Regarding memory, you definitely don’t want to allocate the buffers in the game loop, you have to pre-allocate them in an initializer.
I don’t have a precise metric to tell when batching starts to be useful. In my experiments I noted that updating 10.000 vertices one by one could be done at 60fps, 60.000 dropped the framerate to ~20, batching the calls made the system hit 60fps vsync cap.
It might be worth pointing out that there aren’t many situations where you might want to do to 60k calls per frame in a script. Certainly not in the current bge design, that lacks a well defined (or even practical) “logic” stage.
Particles are an example of when you may need to and they were the main reason I tested this thing. LOD terrain is another area where you might want to be able to handle that many calls.
These, though, are all fields where optimizing the amount of native calls it’s only half of the picture because you also need to do math computations in the logical layer, which is a bit of a struggle to do in python unless you use a dedicated api.

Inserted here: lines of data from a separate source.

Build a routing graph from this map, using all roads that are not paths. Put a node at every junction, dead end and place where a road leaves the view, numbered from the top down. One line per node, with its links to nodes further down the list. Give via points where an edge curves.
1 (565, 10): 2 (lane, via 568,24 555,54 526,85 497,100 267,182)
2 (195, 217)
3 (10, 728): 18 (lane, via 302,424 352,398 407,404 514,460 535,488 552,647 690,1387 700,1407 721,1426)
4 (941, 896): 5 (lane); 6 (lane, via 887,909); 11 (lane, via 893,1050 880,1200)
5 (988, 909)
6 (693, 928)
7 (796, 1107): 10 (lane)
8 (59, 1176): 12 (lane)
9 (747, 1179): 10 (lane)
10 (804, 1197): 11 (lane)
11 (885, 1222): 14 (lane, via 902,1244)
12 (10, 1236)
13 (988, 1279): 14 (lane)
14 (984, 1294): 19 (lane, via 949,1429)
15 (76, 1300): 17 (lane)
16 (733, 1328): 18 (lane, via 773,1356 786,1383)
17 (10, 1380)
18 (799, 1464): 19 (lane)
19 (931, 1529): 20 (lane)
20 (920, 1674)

Just to avoid spreading even more buzz (like what happened with the “python and back api”, which was a short description that makes absolutely zero sense out of the context in which it was used), let’s start by saying that “batching” exactly refers to the act of packing N multiple calls to a function that accepts M parameters into a single call to a different function that accepts a buffer of MxN values and produces the same results (be it a side effect or a return value).
So there’s no “terrain batching”, there might batching techniques to handle a geometry that represents a terrain.
That said, the short answer is “I don’t want to” :D.
The problem is that what you would like to see - which is a perfectly legitimate curiosity, and even an interesting experiment to do - requires some time.
First I have to create a destructible environment and test it. Then I have to find out if and how to take advantage of batching: it might not even be necessary, the way I see it we’re talking about changing some indices in a mesh. Then I have to modify the bge scripting api to implement the batched calls. This is horrible to do, one might naively thing it’s all about adding one function, but this is bge, I’ll have to write stuff all over the place. After that, I’ll have to write the actual script, and test it.
And in all this, we’re still talking about a test for a thing that changes another thing (bge) that we still don’t know if it is going to be here three months from now.
I’ll have to make you trust me on this: if what you have in mind requires a lot of calls each frame, on a data set that can be buffered (like indices or pointers to the vertices of a mesh) it will be faster to reduce the number of python calls into native functions.